How to avoid skipping important preparation steps in a hurry? Start work while validating the final prototype and making the tools. This takes some planning and coordination but is worth the extra work.
These are just a few considerations you need to consider when designing and engineering work that will affect the cost, quality, and success of the final product in the marketplace. Once again, make sure you work with experienced people and allocate the right resources.
Manufacturing Products in China Conclusion
I’ve heard many people say, “How to manufacture a new product in China. We never know where it’s going”. If you don’t plan hard, you let an untested manufacturer do all the development work. It’s very wrong.
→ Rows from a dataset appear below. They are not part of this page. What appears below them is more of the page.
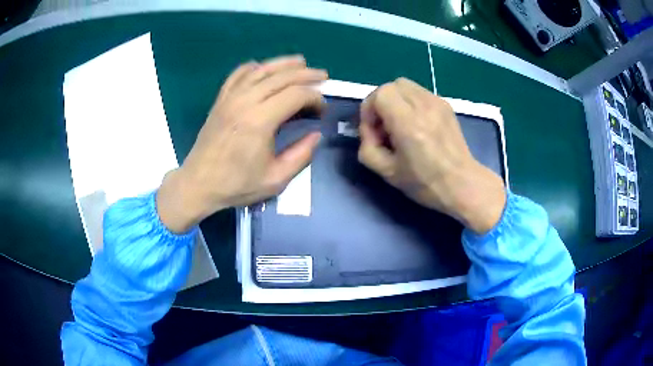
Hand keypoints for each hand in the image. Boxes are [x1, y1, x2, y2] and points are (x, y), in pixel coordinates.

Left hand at [157, 56, 326, 232]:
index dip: (315, 97)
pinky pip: (238, 74)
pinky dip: (253, 68)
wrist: (198, 184)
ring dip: (283, 64)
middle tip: (323, 76)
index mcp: (260, 121)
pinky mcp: (220, 100)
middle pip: (281, 77)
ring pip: (261, 70)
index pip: (296, 95)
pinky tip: (262, 68)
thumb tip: (316, 134)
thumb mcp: (276, 180)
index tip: (322, 109)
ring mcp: (230, 98)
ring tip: (301, 62)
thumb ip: (301, 155)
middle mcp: (245, 101)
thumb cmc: (236, 184)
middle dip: (306, 74)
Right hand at [358, 78, 505, 233]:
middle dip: (381, 102)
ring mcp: (437, 102)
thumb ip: (367, 148)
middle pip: (392, 85)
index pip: (380, 94)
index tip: (373, 130)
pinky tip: (416, 124)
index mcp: (408, 122)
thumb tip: (369, 132)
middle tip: (384, 125)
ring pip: (406, 86)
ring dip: (396, 101)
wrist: (462, 183)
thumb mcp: (387, 172)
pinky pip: (420, 93)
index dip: (369, 109)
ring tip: (400, 123)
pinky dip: (410, 103)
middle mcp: (423, 105)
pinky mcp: (446, 105)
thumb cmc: (425, 182)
Your product is new, and you will have to deal with the associated risks (technology selection, market acceptance ….)
You will need to repeat this process three years later when you successfully brought your innovative product to market and develop its second (or third) version. You may decide to simplify some aspects of the design and spend more engineering time in one key area. You may take steps to prevent certain risks and take time to plan the next step. You may even switch to a more appropriate plant type.
If this is the first time you manufacture a product in China, this process might seem very scary. Ideally, When you first start a new product manufacturing project, you will have (mostly) done all of this (mostly) correctly. That’s the goal of this article. But- it can be a long journey. As a product sourcing company, we can help if you need any help to manufacture a product in China.